WHAT TO PRODUCE: Each line below should be repeated exactly as written, with no pictures carried over.

Saved data entries:

- - -

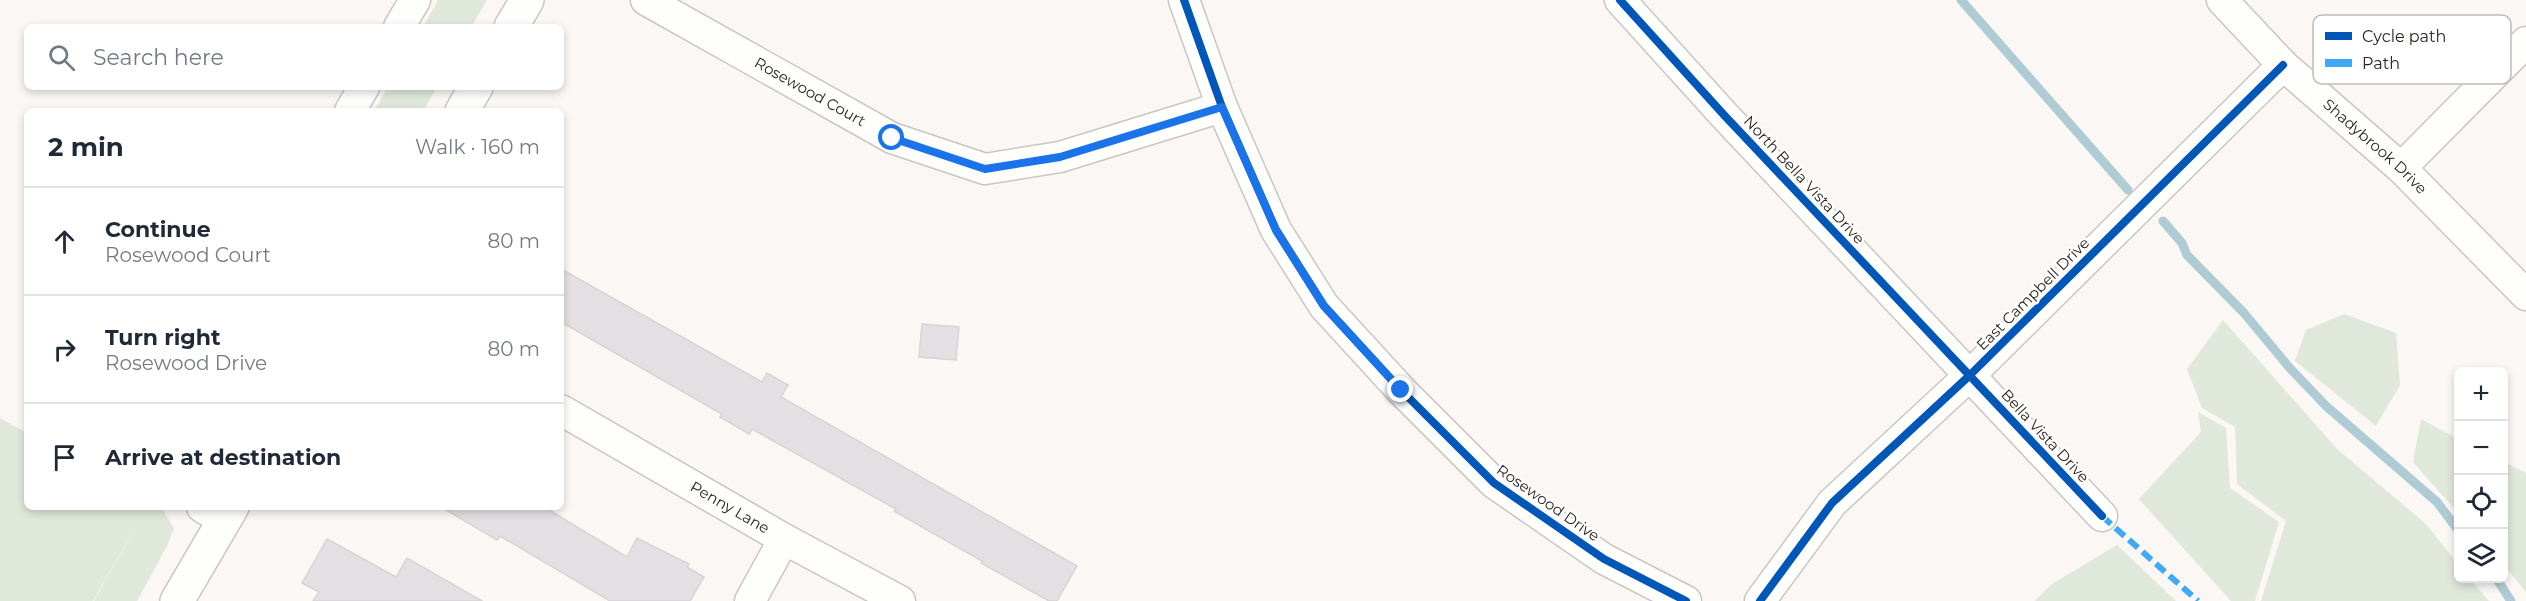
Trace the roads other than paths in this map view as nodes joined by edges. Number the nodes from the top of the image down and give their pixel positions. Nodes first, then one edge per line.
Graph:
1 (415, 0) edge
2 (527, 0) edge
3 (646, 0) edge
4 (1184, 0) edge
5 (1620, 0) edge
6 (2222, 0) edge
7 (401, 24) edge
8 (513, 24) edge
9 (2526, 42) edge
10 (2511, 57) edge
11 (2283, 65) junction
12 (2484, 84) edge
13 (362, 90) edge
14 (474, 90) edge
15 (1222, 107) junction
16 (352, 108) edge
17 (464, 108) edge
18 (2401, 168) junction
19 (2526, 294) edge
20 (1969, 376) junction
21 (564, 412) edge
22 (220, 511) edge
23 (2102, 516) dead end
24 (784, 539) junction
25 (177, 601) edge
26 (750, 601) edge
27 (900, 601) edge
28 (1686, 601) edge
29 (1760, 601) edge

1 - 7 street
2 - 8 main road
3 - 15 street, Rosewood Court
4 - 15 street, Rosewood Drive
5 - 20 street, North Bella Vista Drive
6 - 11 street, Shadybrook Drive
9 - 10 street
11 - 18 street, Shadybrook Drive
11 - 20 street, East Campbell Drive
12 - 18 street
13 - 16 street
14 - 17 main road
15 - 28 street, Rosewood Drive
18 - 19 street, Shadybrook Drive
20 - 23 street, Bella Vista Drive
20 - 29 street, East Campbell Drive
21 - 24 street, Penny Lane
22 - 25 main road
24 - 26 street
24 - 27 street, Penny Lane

- - -

ANSWER TO THE EXERCISE:
Trace the roads other than paths in this map view as nodes joined by edges. Number the nodes from the top of the image down and give their pixel positions. Nodes first, then one edge per line.
Graph:
1 (415, 0) edge
2 (527, 0) edge
3 (646, 0) edge
4 (1184, 0) edge
5 (1620, 0) edge
6 (2222, 0) edge
7 (401, 24) edge
8 (513, 24) edge
9 (2526, 42) edge
10 (2511, 57) edge
11 (2283, 65) junction
12 (2484, 84) edge
13 (362, 90) edge
14 (474, 90) edge
15 (1222, 107) junction
16 (352, 108) edge
17 (464, 108) edge
18 (2401, 168) junction
19 (2526, 294) edge
20 (1969, 376) junction
21 (564, 412) edge
22 (220, 511) edge
23 (2102, 516) dead end
24 (784, 539) junction
25 (177, 601) edge
26 (750, 601) edge
27 (900, 601) edge
28 (1686, 601) edge
29 (1760, 601) edge

1 - 7 street
2 - 8 main road
3 - 15 street, Rosewood Court
4 - 15 street, Rosewood Drive
5 - 20 street, North Bella Vista Drive
6 - 11 street, Shadybrook Drive
9 - 10 street
11 - 18 street, Shadybrook Drive
11 - 20 street, East Campbell Drive
12 - 18 street
13 - 16 street
14 - 17 main road
15 - 28 street, Rosewood Drive
18 - 19 street, Shadybrook Drive
20 - 23 street, Bella Vista Drive
20 - 29 street, East Campbell Drive
21 - 24 street, Penny Lane
22 - 25 main road
24 - 26 street
24 - 27 street, Penny Lane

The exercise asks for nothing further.